Chef Marc Forgione is the executive chef and owner of his eponymous restaurant, Marc Forgione, in New York City. Forgione was recently awarded his second Michelin star in the 2011 guide, making him the youngest American-born chef and owner to receive the honor in consecutive years (2010, 2011). He is currently a contestant on Season 3 of The Next Iron Chef on Food Network.
Ingredients:
Serves 6
1 1/2 cups water
1/2 cup dry white wine
2 pounds littleneck clams, scrubbed and rinsed
2 cups heavy cream
1 large sweet potato (12-14 oz.), peeled and thinly sliced
3 tablespoons unsalted butter
5 ounces bacon, diced (about 1 1/4 cups)
1 large onion, peeled and cut into 1/4-inch dice
3 cloves garlic, peeled and chopped
2 celery stalks, cut into 1/4-inch dice
3 sprigs thyme, chopped
2 bay leaves
1 1/2 pounds sweet potatoes, peeled and cut into 1/4-inch dice
1 pound mussels, scrubbed and debearded
2 tablespoons chopped flat-leaf parsley
2 tablespoons chopped mint
Fine sea salt and freshly ground black pepper to taste
1 tablespoon A rarat (available at laboitepice.com) or smoked paprika
Salt-water crackers
Preparation:
1. Cook the Clams: Pour the water and wine into a large pot. Bring to a boil over high heat. Add the clams, cover, and cook until they pop open, approximately 5 minutes. Remove the clams to a bowl, discarding any that have not opened. Strain the liquid from the pot. Set aside and reserve. When cool enough to handle, remove the clams from their shells and set aside.

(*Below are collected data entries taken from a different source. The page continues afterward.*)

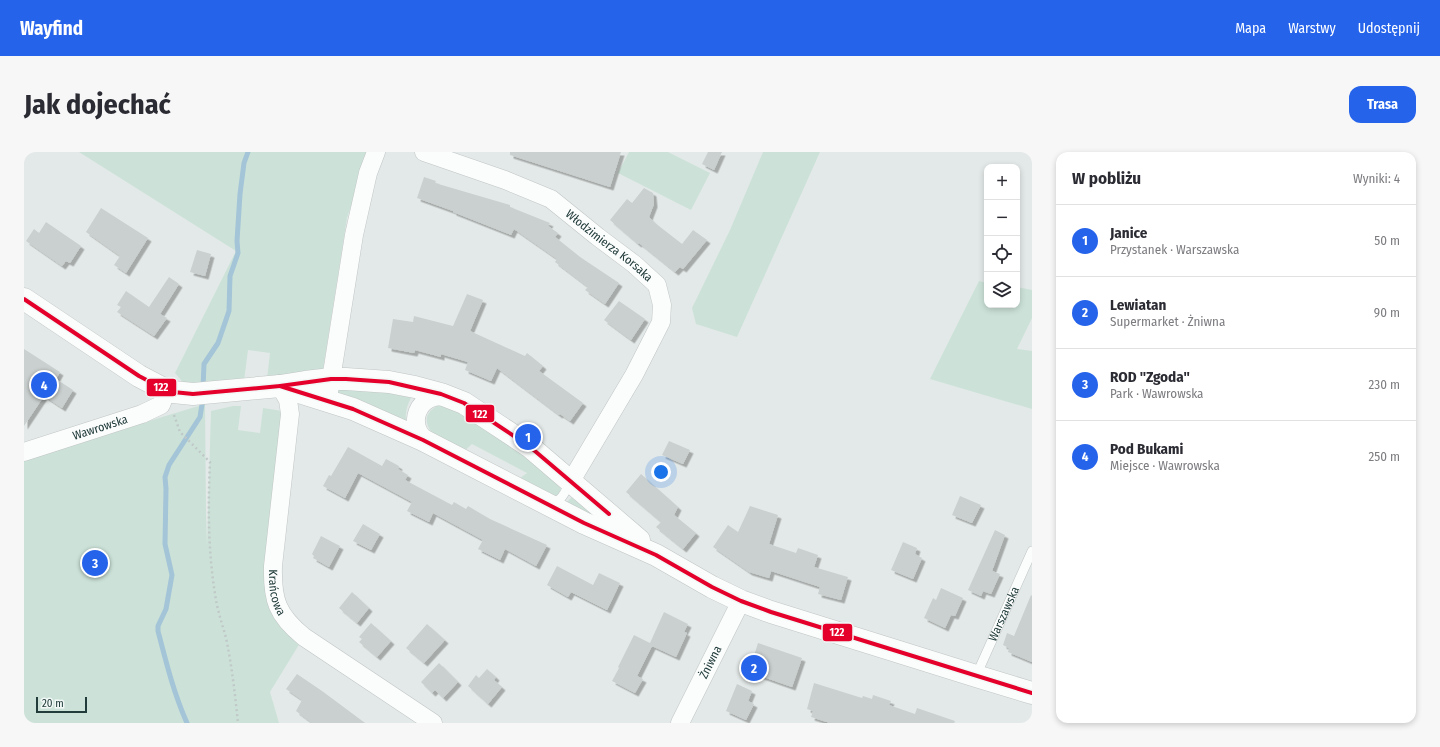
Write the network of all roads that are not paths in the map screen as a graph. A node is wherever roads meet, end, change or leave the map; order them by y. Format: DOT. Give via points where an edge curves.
graph roads {
  1 [pos="376,152"];
  2 [pos="424,152"];
  3 [pos="24,299"];
  4 [pos="331,379"];
  5 [pos="280,386"];
  6 [pos="164,397"];
  7 [pos="452,398"];
  8 [pos="327,401"];
  9 [pos="432,444"];
  10 [pos="24,452"];
  11 [pos="571,481"];
  12 [pos="544,502"];
  13 [pos="1032,551"];
  14 [pos="656,555"];
  15 [pos="741,601"];
  16 [pos="976,676"];
  17 [pos="1032,693"];
  18 [pos="433,723"];
  19 [pos="680,723"];
  1 -- 4 [label="street" via="368,173 354,235"];
  2 -- 11 [label="street, Włodzimierza Korsaka" via="551,199 657,285 662,305 661,322 634,375"];
  3 -- 6 [label="street" via="139,376"];
  4 -- 5 [label="street"];
  4 -- 7 [label="street" via="389,382"];
  4 -- 8 [label="street"];
  5 -- 6 [label="street" via="182,393"];
  5 -- 8 [label="street"];
  5 -- 18 [label="street, Krańcowa" via="288,400 290,414 273,566 274,593 278,608 285,619 304,637"];
  6 -- 10 [label="street, Wawrowska" via="142,414"];
  7 -- 9 [label="street" via="432,397 426,400 418,411 418,430 426,441"];
  7 -- 11 [label="street" via="464,403 529,446"];
  8 -- 9 [label="street"];
  9 -- 12 [label="street"];
  11 -- 12 [label="lane" via="557,502"];
  11 -- 14 [label="street"];
  12 -- 14 [label="street"];
  13 -- 16 [label="lane, Warszawska"];
  14 -- 15 [label="street"];
  15 -- 16 [label="street"];
  15 -- 19 [label="street, Żniwna"];
  16 -- 17 [label="street"];
}
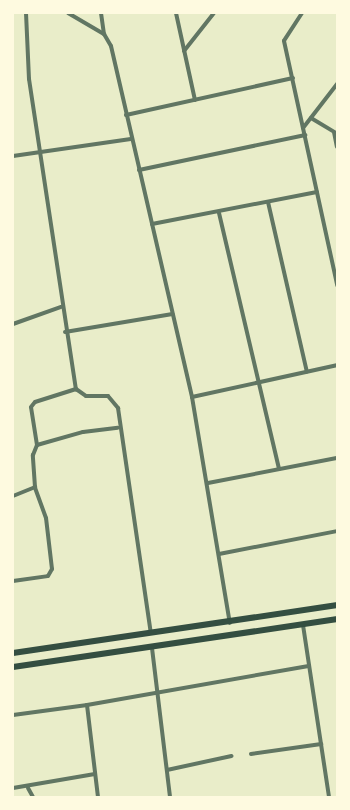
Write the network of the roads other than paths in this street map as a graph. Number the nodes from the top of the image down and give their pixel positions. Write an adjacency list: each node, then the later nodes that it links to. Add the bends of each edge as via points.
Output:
1 (26, 13): 20 (street, via 29,79)
2 (68, 13): 7 (street)
3 (101, 13): 7 (street)
4 (176, 13): 8 (street)
5 (214, 13): 8 (street)
6 (302, 13): 9 (street, via 284,41)
7 (104, 34): 12 (street, via 111,46)
8 (184, 51): 11 (street)
9 (293, 78): 11 (street); 14 (street)
10 (337, 84): 13 (street)
11 (195, 100): 12 (street)
12 (126, 115): 18 (street)
13 (311, 118): 14 (street); 16 (street)
14 (303, 128): 17 (street)
15 (337, 128): 16 (street)
16 (334, 132): 19 (street)
17 (305, 135): 22 (street); 23 (street)
18 (131, 139): 20 (street); 22 (street)
19 (337, 147)
20 (41, 154): 21 (street); 28 (street)
21 (13, 156)
22 (139, 170): 26 (street)
23 (317, 192): 24 (street); 27 (street)
24 (268, 202): 25 (street); 33 (street)
25 (219, 213): 26 (street); 34 (street)
26 (152, 224): 29 (street)
27 (337, 286)
28 (61, 307): 30 (street); 31 (street)
29 (174, 314): 31 (street); 36 (street)
30 (13, 324)
31 (65, 332): 35 (street)
32 (337, 365): 33 (street)
33 (307, 372): 34 (street)
34 (258, 384): 36 (street); 40 (street)
35 (76, 389): 37 (street, via 86,396 108,396 118,408); 38 (street, via 35,402 31,406)
36 (192, 397): 41 (street)
37 (118, 428): 38 (street, via 83,432); 51 (street)
38 (37, 445): 42 (street, via 33,455)
39 (337, 458): 40 (street)
40 (279, 469): 41 (street)
41 (208, 483): 45 (street)
42 (36, 487): 43 (street); 46 (street, via 46,518 52,569 48,576)
43 (13, 496)
44 (337, 531): 45 (street)
45 (220, 554): 49 (street)
46 (13, 581)
47 (337, 605): 49 (main road)
48 (337, 620): 50 (main road)
49 (230, 623): 51 (main road)
50 (303, 625): 52 (main road); 54 (street)
51 (151, 633): 53 (main road)
52 (152, 648): 55 (main road); 56 (street)
53 (13, 653)
54 (309, 666): 56 (street); 59 (street)
55 (13, 667)
56 (156, 693): 57 (street); 62 (street)
57 (87, 705): 58 (street); 63 (street)
58 (13, 714)
59 (321, 744): 60 (street); 69 (street)
60 (251, 754)
61 (231, 756): 62 (street)
62 (167, 770): 68 (street)
63 (95, 774): 65 (street); 67 (street)
64 (13, 788): 65 (street)
65 (28, 788): 66 (street)
66 (32, 797)
67 (98, 797)
68 (170, 797)
69 (329, 797)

2. Make Sweet Potato Cream: Put cream and sliced sweet potato in a medium pot and cook until potato is cooked through. Puree in blender until smooth and pass through a fine mesh strainer.
3. Cook the Chowder: In a large pot, melt the butter with the bacon over medium-high heat until the bacon is crispy. Add the onion, garlic, celery, thyme, and bay leaves. Sauté until the onion is translucent, approximately 4 minutes. Add the diced sweet potatoes, reserved clam juice, and sweet potato cream. Simmer until the diced sweet potatoes are tender, 8 to 10 minutes. Fish out and discard the bay leaves. Add mussels and cook until they open. Return the clams to the pot. Stir in the parsley and mint; season to taste with salt and pepper. Finish with Ararat.
4. To Serve: Ladle the soup into 6 warm bowls and serve with salt-water crackers alongside.
This Soup recipe was published in 'Martha Stewart Living Radio Thanks giving Hotline Recipes 2010 - p9'.